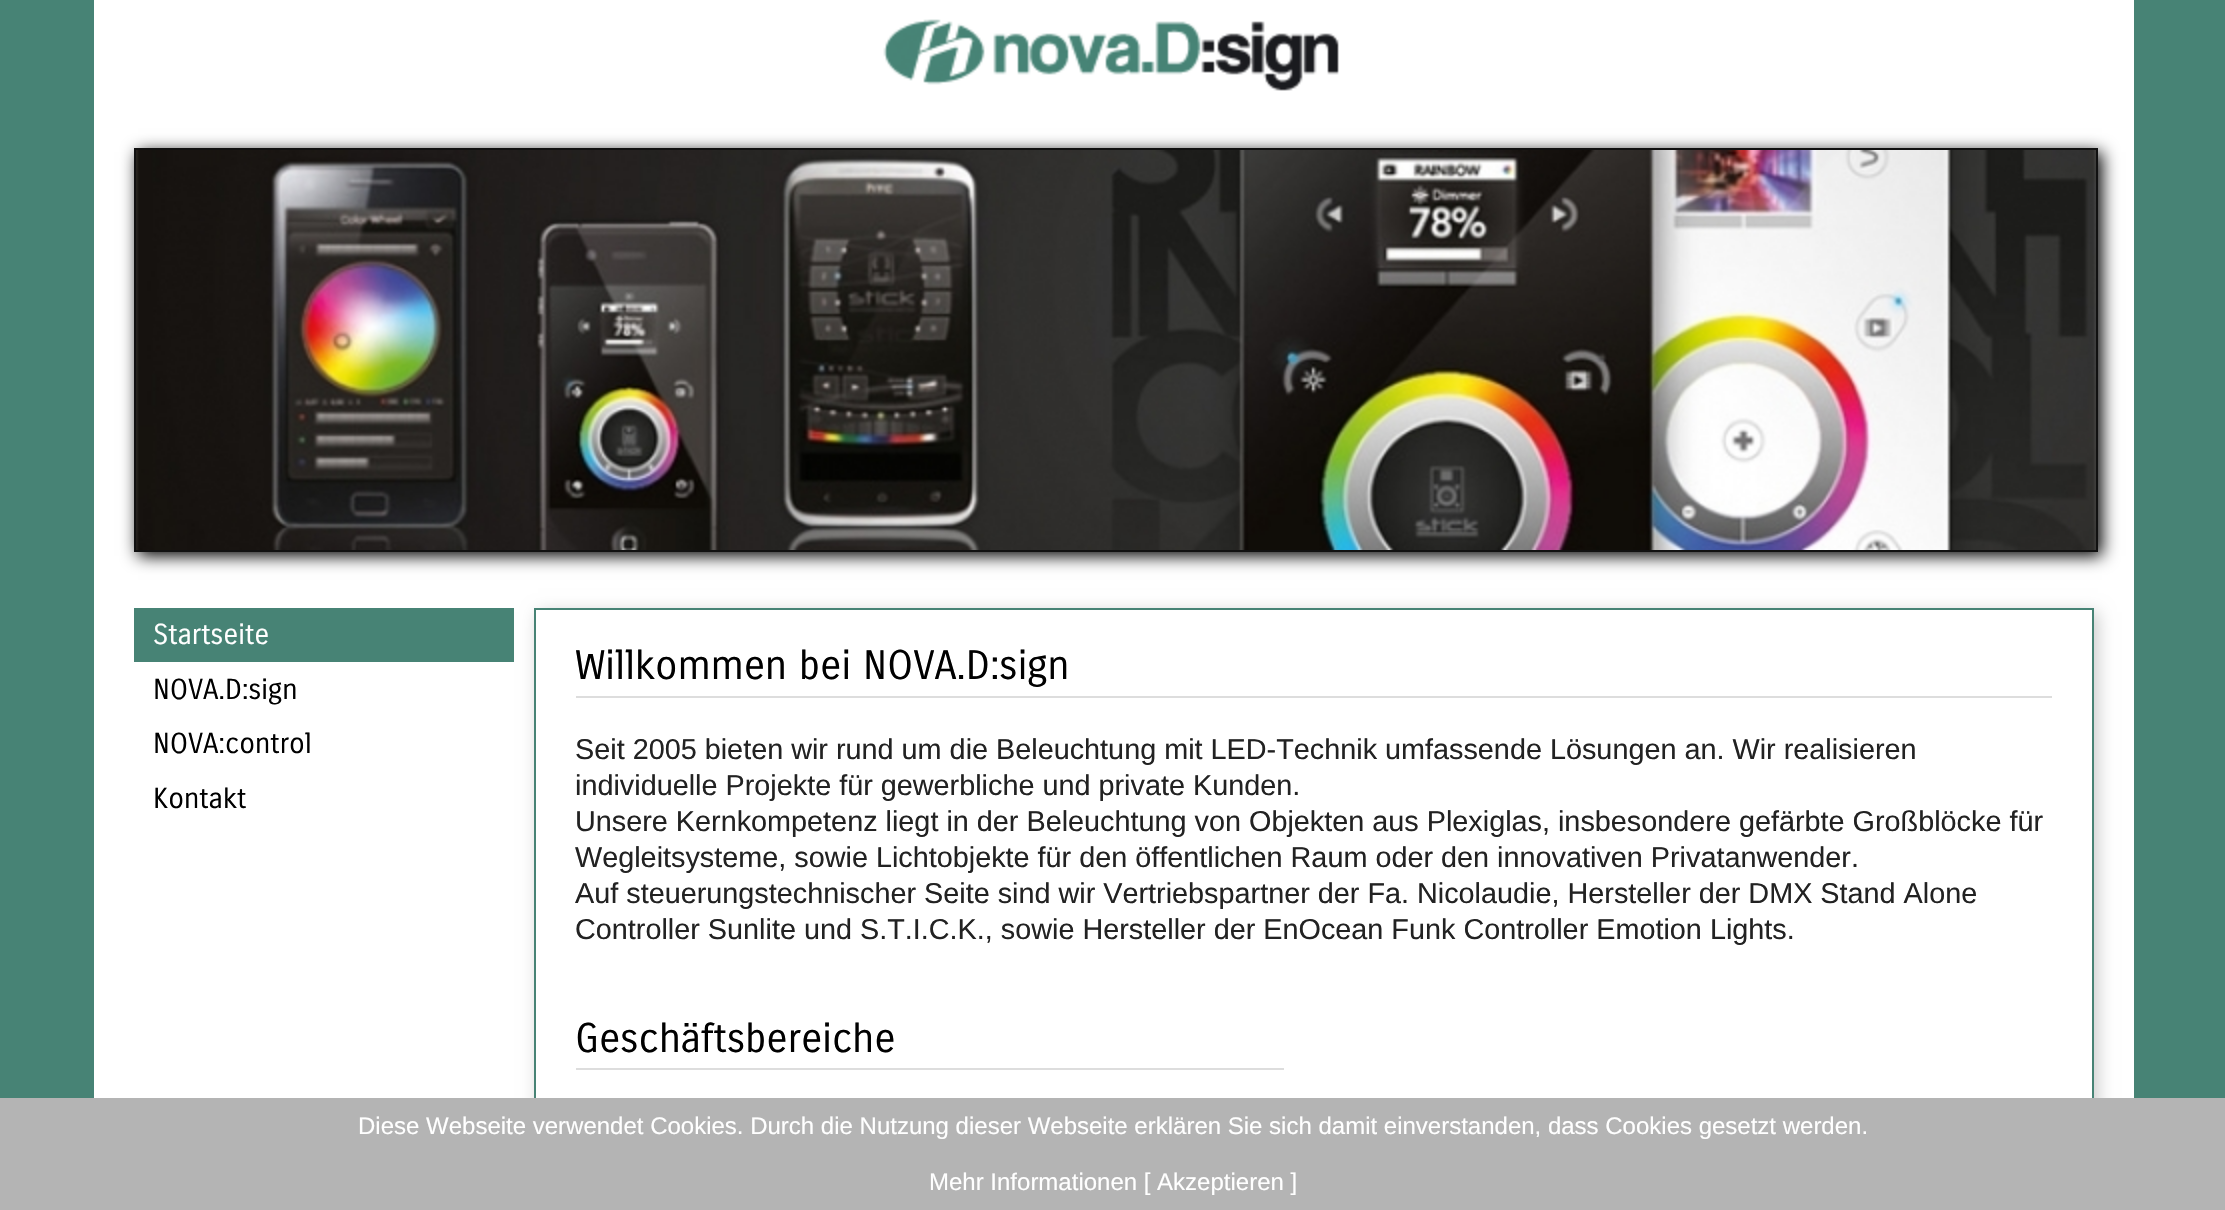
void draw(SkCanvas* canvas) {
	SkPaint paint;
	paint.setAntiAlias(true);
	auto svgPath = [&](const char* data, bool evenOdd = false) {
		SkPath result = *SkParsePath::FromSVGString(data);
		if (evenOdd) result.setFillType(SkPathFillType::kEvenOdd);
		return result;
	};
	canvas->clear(0xff478375);
	paint.setColor(0xffffffff);
	canvas->drawRect(SkRect::MakeXYWH(94, 0, 2040, 1098), paint);
	canvas->drawImageRect(SkImages::DeferredFromEncodedData(SkData::MakeFromFileName("img1.png")), SkRect::MakeXYWH(883, 19, 456, 72), SkSamplingOptions());
	paint.setColor(0xff000000);
	paint.setMaskFilter(SkMaskFilter::MakeBlur(kNormal_SkBlurStyle, 8));
	canvas->drawRect(SkRect::MakeXYWH(138, 152, 1964, 404), paint);
	paint.setMaskFilter(nullptr);
	paint.setStroke(true);
	paint.setStrokeWidth(2);
	paint.setColor(0xff111111);
	canvas->drawRect(SkRect::MakeXYWH(135, 149, 1962, 402), paint);
	canvas->drawImageRect(SkImages::DeferredFromEncodedData(SkData::MakeFromFileName("img2.png")), SkRect::MakeXYWH(136, 150, 1960, 400), SkSamplingOptions());
	paint.setStroke(false);
	paint.setColor(0xff478375);
	canvas->drawRect(SkRect::MakeXYWH(134, 608, 380, 54), paint);
	SkFont f1(fontMgr->matchFamilyStyle("Carrois Gothic", SkFontStyle::Normal()), 28);
	f1.setSubpixel(true);
	paint.setColor(0xffffffff);
	canvas->drawString("Startseite", 153, 644, f1, paint);
	paint.setColor(0xff000000);
	canvas->drawString("NOVA.D:sign", 153, 699, f1, paint);
	canvas->drawString("NOVA:control", 153, 753, f1, paint);
	canvas->drawString("Kontakt", 153, 808, f1, paint);
	canvas->save();
	canvas->clipPath(svgPath("M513 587H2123V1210H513ZM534 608H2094V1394H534Z", true), true);
	paint.setColor(0xffcccccc);
	paint.setMaskFilter(SkMaskFilter::MakeBlur(kNormal_SkBlurStyle, 8));
	canvas->drawRect(SkRect::MakeXYWH(538, 612, 1560, 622), paint);
	paint.setMaskFilter(nullptr);
	canvas->restore();
	paint.setStroke(true);
	paint.setColor(0xff478375);
	canvas->drawRect(SkRect::MakeXYWH(535, 609, 1558, 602), paint);
	paint.setStroke(false);
	paint.setColor(0xffdddddd);
	canvas->drawRect(SkRect::MakeXYWH(576, 696, 1476, 2), paint);
	SkFont f2(fontMgr->matchFamilyStyle("Carrois Gothic", SkFontStyle::Normal()), 40);
	f2.setSubpixel(true);
	paint.setColor(0xff000000);
	canvas->drawString("Willkommen bei NOVA.D:sign", 575, 679, f2, paint);
	SkFont f3(fontMgr->matchFamilyStyle("Liberation Sans", SkFontStyle::Normal()), 28.8);
	f3.setSubpixel(true);
	paint.setColor(0xff222222);
	canvas->drawString("Seit 2005 bieten wir rund um die Beleuchtung mit LED-Technik umfassende Lösungen an. Wir realisieren", 575, 759, f3, paint);
	canvas->drawString("individuelle Projekte für gewerbliche und private Kunden.", 575, 795, f3, paint);
	canvas->drawString("Unsere Kernkompetenz liegt in der Beleuchtung von Objekten aus Plexiglas, insbesondere gefärbte Großblöcke für", 575, 831, f3, paint);
	canvas->drawString("Wegleitsysteme, sowie Lichtobjekte für den öffentlichen Raum oder den innovativen Privatanwender.", 575, 867, f3, paint);
	canvas->drawString("Auf steuerungstechnischer Seite sind wir Vertriebspartner der Fa. Nicolaudie, Hersteller der DMX Stand Alone", 575, 903, f3, paint);
	canvas->drawString("Controller Sunlite und S.T.I.C.K., sowie Hersteller der EnOcean Funk Controller Emotion Lights.", 575, 939, f3, paint);
	paint.setColor(0xffdddddd);
	canvas->drawRect(SkRect::MakeXYWH(576, 1068, 708, 2), paint);
	paint.setColor(0xff000000);
	canvas->drawString("Geschäftsbereiche", 575, 1052, f2, paint);
	paint.setColor(0xffb4b4b4);
	canvas->drawRect(SkRect::MakeXYWH(0, 1098, 2225, 112), paint);
	SkFont f4(fontMgr->matchFamilyStyle("Liberation Sans", SkFontStyle::Normal()), 24);
	f4.setSubpixel(true);
	paint.setColor(0xffffffff);
	canvas->drawString("Diese Webseite verwendet Cookies. Durch die Nutzung dieser Webseite erklären Sie sich damit einverstanden, dass Cookies gesetzt werden.", 358, 1134, f4, paint);
	canvas->drawString("Mehr Informationen [ Akzeptieren ]", 929, 1190, f4, paint);
}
===
__Activity__. In the listing above, find the line containing "canvas->restore();" and the line containing "795, f3, paint);", then quote both, plus every line between them, exactly as written.

__Response area__.
	canvas->restore();
	paint.setStroke(true);
	paint.setColor(0xff478375);
	canvas->drawRect(SkRect::MakeXYWH(535, 609, 1558, 602), paint);
	paint.setStroke(false);
	paint.setColor(0xffdddddd);
	canvas->drawRect(SkRect::MakeXYWH(576, 696, 1476, 2), paint);
	SkFont f2(fontMgr->matchFamilyStyle("Carrois Gothic", SkFontStyle::Normal()), 40);
	f2.setSubpixel(true);
	paint.setColor(0xff000000);
	canvas->drawString("Willkommen bei NOVA.D:sign", 575, 679, f2, paint);
	SkFont f3(fontMgr->matchFamilyStyle("Liberation Sans", SkFontStyle::Normal()), 28.8);
	f3.setSubpixel(true);
	paint.setColor(0xff222222);
	canvas->drawString("Seit 2005 bieten wir rund um die Beleuchtung mit LED-Technik umfassende Lösungen an. Wir realisieren", 575, 759, f3, paint);
	canvas->drawString("individuelle Projekte für gewerbliche und private Kunden.", 575, 795, f3, paint);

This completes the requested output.